Eine Reihe von Studien zeigen, dass ein teamorientiertes Vorgehen Vorteile hat: So wurden in einer Studie Beatmungsdauer, Reintubationsrate, die Dauer des Krankenhausaufenthalts und die Letalität verglichen: In der Gruppe der protokollorientierten Arbeit von Pflege und Medizin, waren die Ergebnisse signifikant besser.

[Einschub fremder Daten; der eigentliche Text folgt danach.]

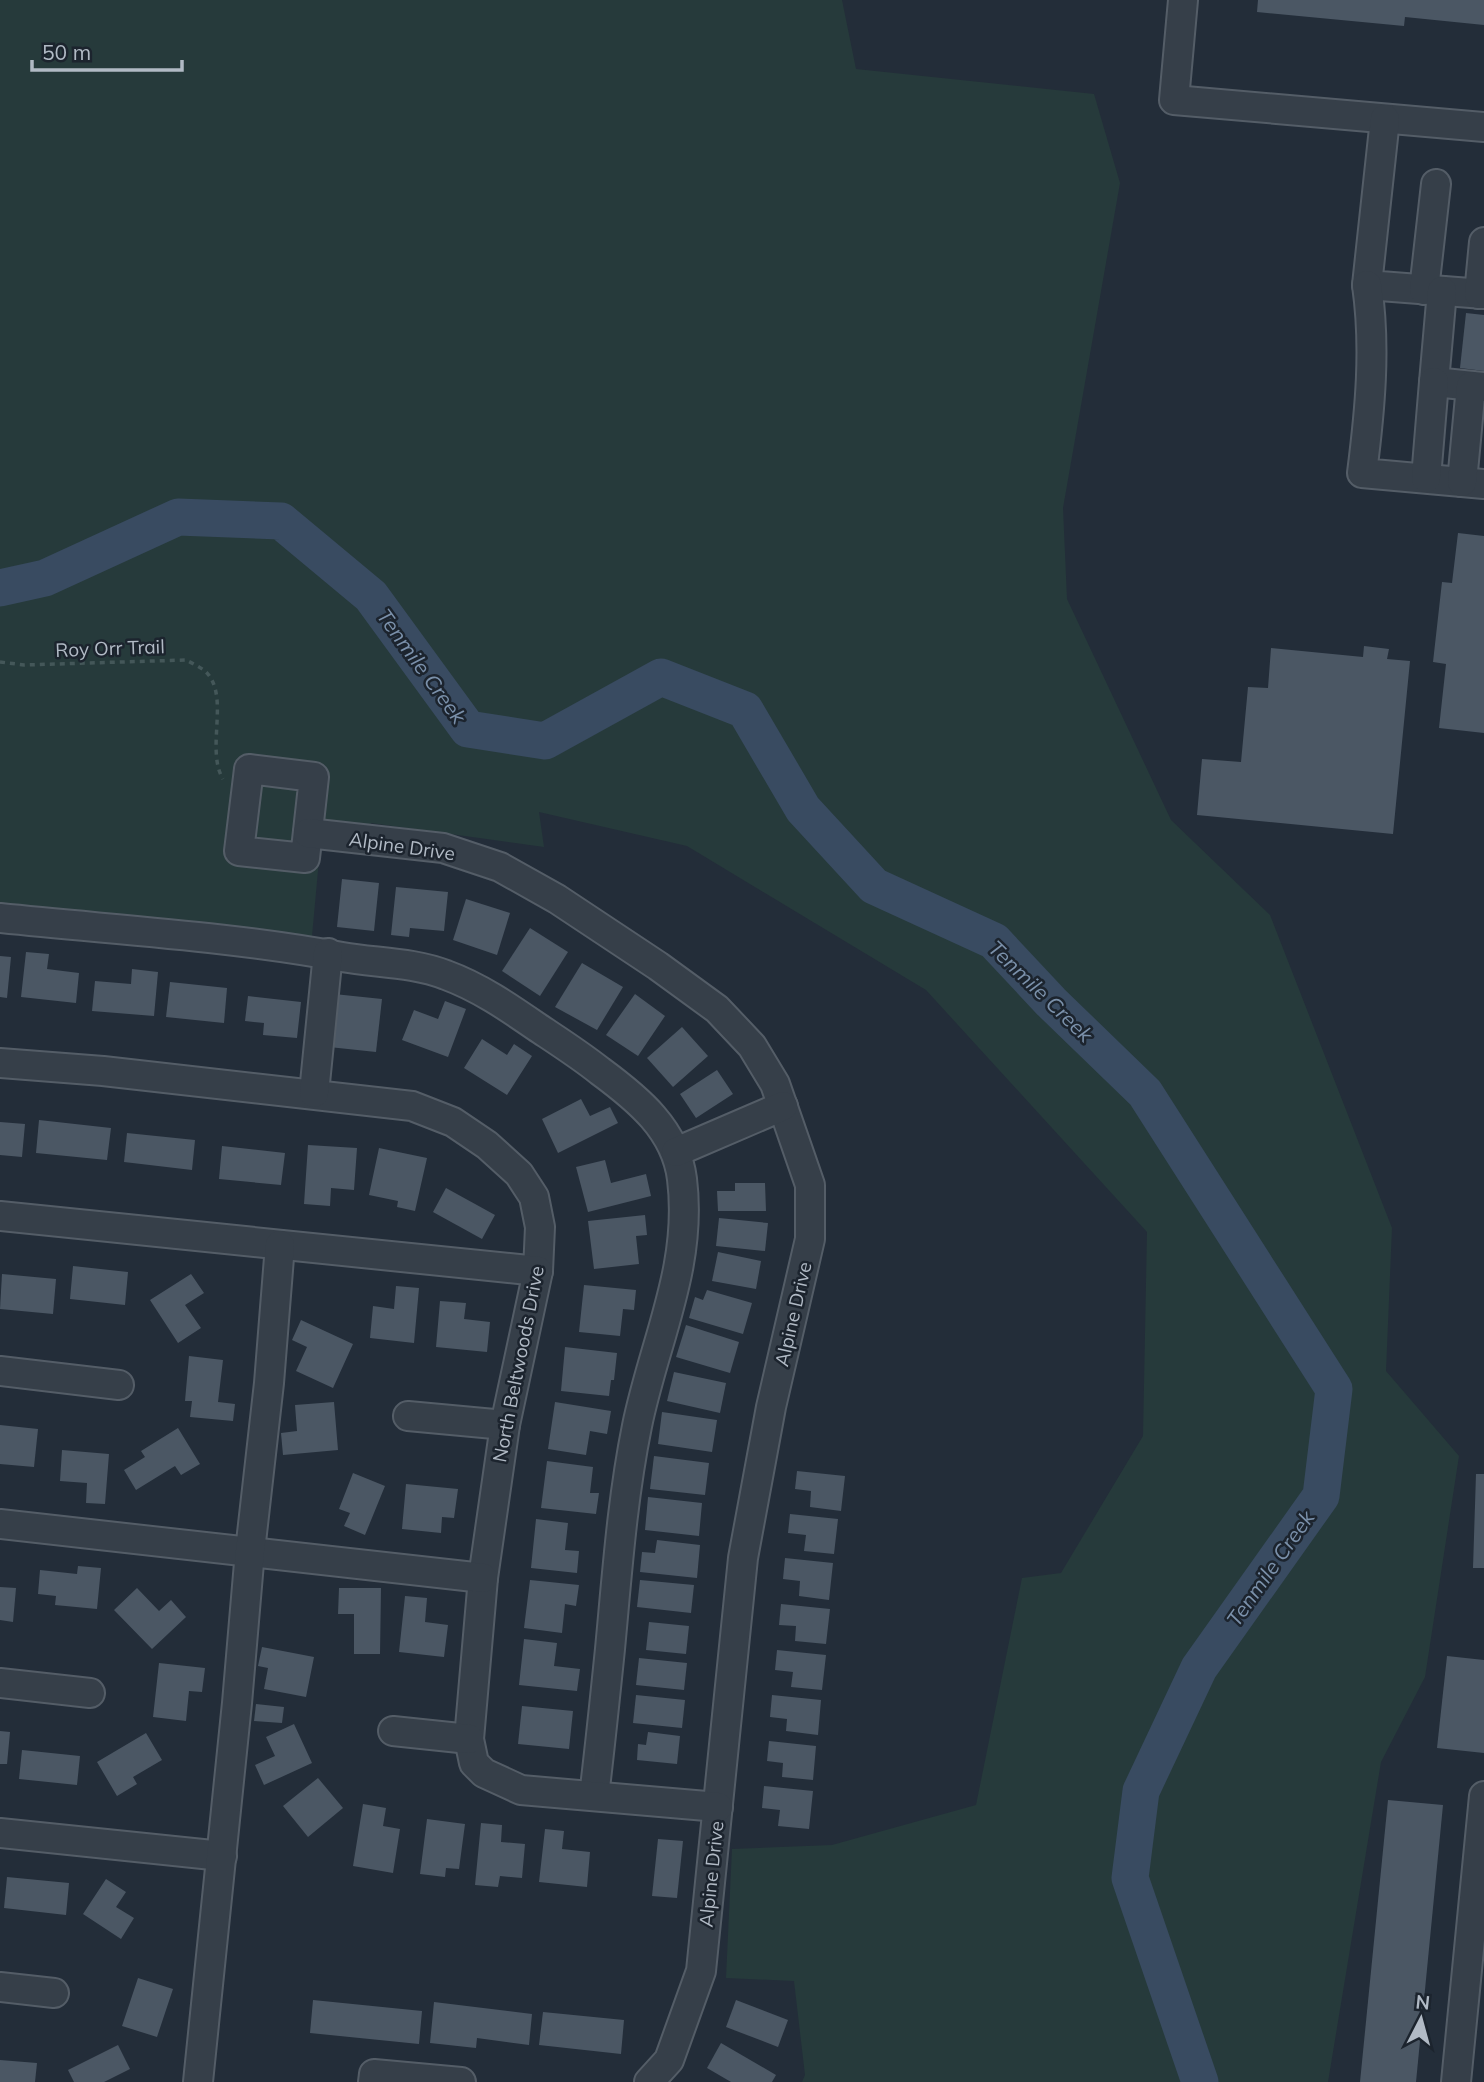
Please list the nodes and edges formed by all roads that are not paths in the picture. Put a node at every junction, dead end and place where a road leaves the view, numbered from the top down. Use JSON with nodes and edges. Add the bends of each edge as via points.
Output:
{"nodes":[{"id":1,"x":1183,"y":0,"type":"edge"},
{"id":2,"x":1385,"y":119,"type":"junction"},
{"id":3,"x":1484,"y":127,"type":"edge"},
{"id":4,"x":1436,"y":184,"type":"dead end"},
{"id":5,"x":1484,"y":242,"type":"edge"},
{"id":6,"x":1367,"y":285,"type":"junction"},
{"id":7,"x":1433,"y":290,"type":"junction"},
{"id":8,"x":1481,"y":294,"type":"edge"},
{"id":9,"x":1434,"y":382,"type":"junction"},
{"id":10,"x":1478,"y":386,"type":"edge"},
{"id":11,"x":1426,"y":478,"type":"junction"},
{"id":12,"x":1473,"y":483,"type":"edge"},
{"id":13,"x":308,"y":833,"type":"junction"},
{"id":14,"x":0,"y":918,"type":"edge"},
{"id":15,"x":328,"y":953,"type":"junction"},
{"id":16,"x":0,"y":1063,"type":"edge"},
{"id":17,"x":314,"y":1093,"type":"junction"},
{"id":18,"x":783,"y":1106,"type":"junction"},
{"id":19,"x":676,"y":1152,"type":"junction"},
{"id":20,"x":0,"y":1216,"type":"edge"},
{"id":21,"x":280,"y":1245,"type":"junction"},
{"id":22,"x":538,"y":1271,"type":"junction"},
{"id":23,"x":0,"y":1371,"type":"edge"},
{"id":24,"x":119,"y":1385,"type":"dead end"},
{"id":25,"x":408,"y":1416,"type":"dead end"},
{"id":26,"x":505,"y":1425,"type":"junction"},
{"id":27,"x":0,"y":1524,"type":"edge"},
{"id":28,"x":250,"y":1551,"type":"junction"},
{"id":29,"x":483,"y":1578,"type":"junction"},
{"id":30,"x":0,"y":1683,"type":"edge"},
{"id":31,"x":90,"y":1693,"type":"dead end"},
{"id":32,"x":393,"y":1731,"type":"dead end"},
{"id":33,"x":469,"y":1739,"type":"junction"},
{"id":34,"x":594,"y":1796,"type":"junction"},
{"id":35,"x":1484,"y":1796,"type":"edge"},
{"id":36,"x":718,"y":1807,"type":"junction"},
{"id":37,"x":0,"y":1833,"type":"edge"},
{"id":38,"x":222,"y":1856,"type":"junction"},
{"id":39,"x":0,"y":1987,"type":"edge"},
{"id":40,"x":54,"y":1993,"type":"dead end"},
{"id":41,"x":198,"y":2082,"type":"edge"},
{"id":42,"x":373,"y":2082,"type":"edge"},
{"id":43,"x":461,"y":2082,"type":"edge"},
{"id":44,"x":649,"y":2082,"type":"edge"},
{"id":45,"x":1457,"y":2082,"type":"edge"}],
"edges":[{"from":1,"to":2,"type":"street","via":[[1174,100]]},
{"from":2,"to":3,"type":"street"},
{"from":2,"to":6,"type":"street"},
{"from":4,"to":7,"type":"street"},
{"from":5,"to":8,"type":"street"},
{"from":6,"to":7,"type":"street"},
{"from":6,"to":11,"type":"street","via":[[1373,326],[1362,473]]},
{"from":7,"to":8,"type":"street"},
{"from":7,"to":9,"type":"street"},
{"from":9,"to":10,"type":"street"},
{"from":9,"to":11,"type":"street"},
{"from":10,"to":12,"type":"street"},
{"from":11,"to":12,"type":"street"},
{"from":13,"to":13,"type":"street","via":[[314,777],[249,769],[239,851],[305,858]]},
{"from":13,"to":18,"type":"street","name":"Alpine Drive","via":[[443,848],[500,867],[557,899],[717,1009],[752,1046]]},
{"from":14,"to":15,"type":"street"},
{"from":15,"to":17,"type":"street"},
{"from":15,"to":19,"type":"street","via":[[441,973],[471,985],[636,1098]]},
{"from":16,"to":17,"type":"street","name":"North Beltwoods Drive"},
{"from":17,"to":22,"type":"street","name":"North Beltwoods Drive","via":[[412,1106],[453,1122],[487,1145],[519,1174],[534,1197],[540,1227]]},
{"from":18,"to":19,"type":"street"},
{"from":18,"to":36,"type":"street","name":"Alpine Drive","via":[[810,1185],[810,1238],[743,1558]]},
{"from":19,"to":34,"type":"street","via":[[685,1217],[682,1250],[676,1289],[637,1426],[625,1495]]},
{"from":20,"to":21,"type":"street"},
{"from":21,"to":22,"type":"street"},
{"from":21,"to":28,"type":"street"},
{"from":22,"to":26,"type":"street","name":"North Beltwoods Drive"},
{"from":23,"to":24,"type":"street"},
{"from":25,"to":26,"type":"street"},
{"from":26,"to":29,"type":"street","name":"North Beltwoods Drive"},
{"from":27,"to":28,"type":"street"},
{"from":28,"to":29,"type":"street"},
{"from":28,"to":38,"type":"street"},
{"from":29,"to":33,"type":"street","name":"North Beltwoods Drive"},
{"from":30,"to":31,"type":"street"},
{"from":32,"to":33,"type":"street"},
{"from":33,"to":34,"type":"street","name":"North Beltwoods Drive","via":[[474,1763],[496,1779],[521,1790]]},
{"from":34,"to":36,"type":"street","name":"North Beltwoods Drive"},
{"from":35,"to":45,"type":"street"},
{"from":36,"to":44,"type":"street","name":"Alpine Drive","via":[[701,1971],[669,2060]]},
{"from":37,"to":38,"type":"street"},
{"from":38,"to":41,"type":"street"},
{"from":39,"to":40,"type":"street"},
{"from":42,"to":43,"type":"street","via":[[374,2074]]}]}
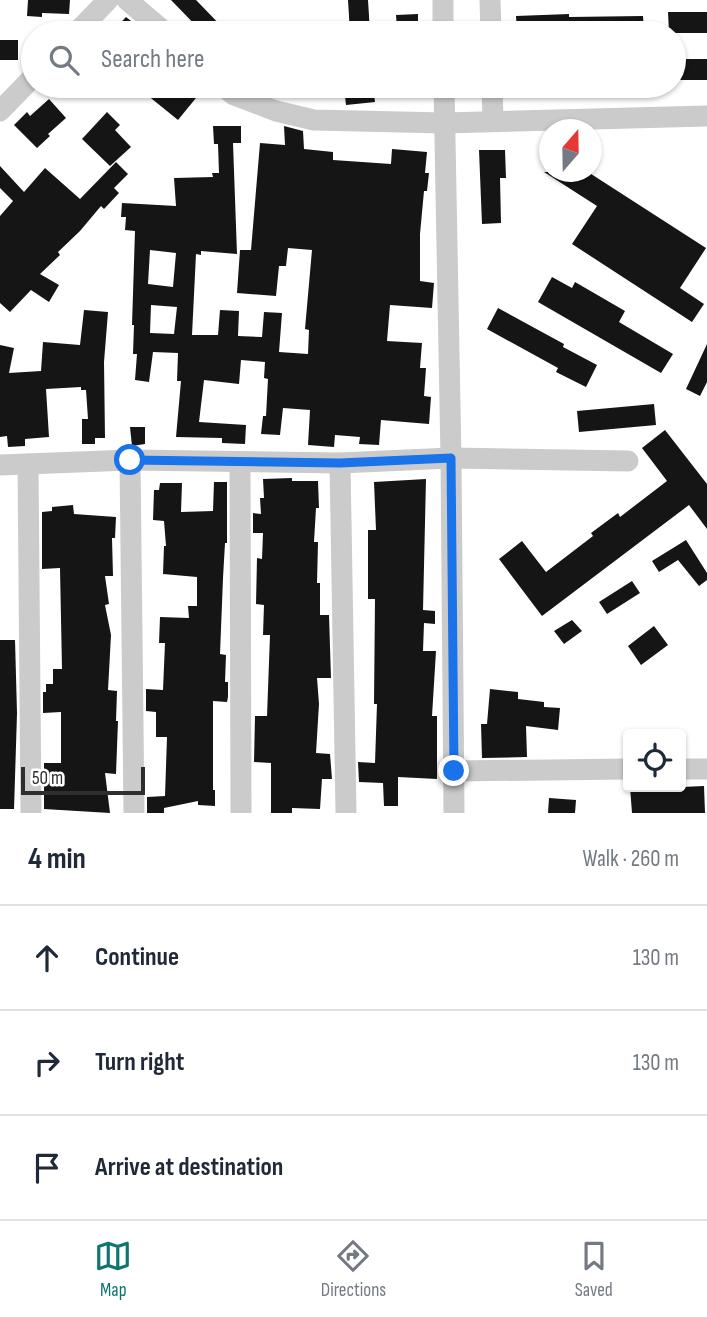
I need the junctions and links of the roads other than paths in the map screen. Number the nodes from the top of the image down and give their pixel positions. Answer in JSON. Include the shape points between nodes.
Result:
{"nodes":[{"id":1,"x":108,"y":0,"type":"edge"},
{"id":2,"x":127,"y":0,"type":"edge"},
{"id":3,"x":443,"y":0,"type":"edge"},
{"id":4,"x":490,"y":0,"type":"edge"},
{"id":5,"x":88,"y":21,"type":"edge"},
{"id":6,"x":152,"y":21,"type":"edge"},
{"id":7,"x":443,"y":21,"type":"edge"},
{"id":8,"x":491,"y":21,"type":"edge"},
{"id":9,"x":21,"y":89,"type":"edge"},
{"id":10,"x":244,"y":98,"type":"edge"},
{"id":11,"x":444,"y":98,"type":"edge"},
{"id":12,"x":492,"y":98,"type":"edge"},
{"id":13,"x":0,"y":111,"type":"edge"},
{"id":14,"x":707,"y":116,"type":"edge"},
{"id":15,"x":492,"y":121,"type":"junction"},
{"id":16,"x":444,"y":123,"type":"junction"},
{"id":17,"x":451,"y":458,"type":"junction"},
{"id":18,"x":130,"y":460,"type":"junction"},
{"id":19,"x":628,"y":461,"type":"dead end"},
{"id":20,"x":240,"y":462,"type":"junction"},
{"id":21,"x":340,"y":463,"type":"junction"},
{"id":22,"x":28,"y":464,"type":"junction"},
{"id":23,"x":0,"y":465,"type":"edge"},
{"id":24,"x":623,"y":769,"type":"edge"},
{"id":25,"x":686,"y":769,"type":"edge"},
{"id":26,"x":707,"y":769,"type":"edge"},
{"id":27,"x":454,"y":771,"type":"junction"},
{"id":28,"x":31,"y":813,"type":"edge"},
{"id":29,"x":134,"y":813,"type":"edge"},
{"id":30,"x":241,"y":813,"type":"edge"},
{"id":31,"x":346,"y":813,"type":"edge"},
{"id":32,"x":454,"y":813,"type":"edge"}],
"edges":[{"from":1,"to":5,"type":"street"},
{"from":2,"to":6,"type":"street"},
{"from":3,"to":7,"type":"street"},
{"from":4,"to":8,"type":"street"},
{"from":9,"to":13,"type":"street"},
{"from":10,"to":16,"type":"street","via":[[314,120]]},
{"from":11,"to":16,"type":"street"},
{"from":12,"to":15,"type":"street"},
{"from":14,"to":15,"type":"street"},
{"from":15,"to":16,"type":"street"},
{"from":16,"to":17,"type":"street"},
{"from":17,"to":19,"type":"street"},
{"from":17,"to":21,"type":"street"},
{"from":17,"to":27,"type":"street"},
{"from":18,"to":20,"type":"street"},
{"from":18,"to":22,"type":"street"},
{"from":18,"to":29,"type":"street"},
{"from":20,"to":21,"type":"street"},
{"from":20,"to":30,"type":"street"},
{"from":21,"to":31,"type":"street"},
{"from":22,"to":23,"type":"street"},
{"from":22,"to":28,"type":"street"},
{"from":24,"to":27,"type":"street"},
{"from":25,"to":26,"type":"street"},
{"from":27,"to":32,"type":"street"}]}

Gleich gute Ergebnisse fand Brook bei der Sedierung innerhalb eines Vergleiches von Beatmungsdauer, Aufenthalt auf der ICU, Reintubation, Krankenhausaufenthalt und Letalität. Ausgangspunkt war die arztorientierte und die Pflegekraft-protokoll-orientierte Sedierung (Konkrete Anordnung mit schriftlich fixierten Vertrauensbereichen (Parameter) innerhalb derer sich die Pflegekraft frei bewegen kann). Das Ergebnis: Ergebnis: In allen Fällen sind die Ergebnisse auf der Grundlage einer Protokollorientierung besser.
Es lassen sich also Tätigkeiten finden, die durch protokollorientierte Teamarbeit mit besserem Ergebnis erledigt wurden. Auch das Gesamtmanagement der Intensivpatienten lässt sich durch Teamarbeit und Protokollorientierung deutlich verbessern. Burns kam innerhalb der Implementierung eines team- und protokollorientierten Gesamtmanagements von beatmeten Patienten zu folgenden Ergebnis: Nach der Umstellung auf ein team- und protokollorientiertes Management konnten Beatmungsdauer, der Aufenthalt auf der Intensivstation und der Gesamtaufenthalt, die Letalität und damit die Kosten deutlich gesenkt werden.
Fazit
Die Team- und protokollorientierte Behandlungsorganisation ist der traditionellen, hierarchischen, Behandlungsorganisation deutlich überlegen.
Die gemeinsame Verantwortung für den Patienten bezieht sich auf eine klare Zielstellung und Therapieplanung, das Verlegungsmanagement und auf eventuelle Therapieabbruch-Entscheidungen.
Teamwork birgt aber auch die Gefahr, alles zu zerreden. Daher sind in der Zusammenarbeit klare Organisationsformen und deutlich definierte Zuständigkeiten Voraussetzung. Die DGF legte in 07.2009 den DGF-Fachkrankenpflegestandard vor. Dieser ist ein weiterer Schritt in Richtung Patientensicherheit und Qualitätssicherung.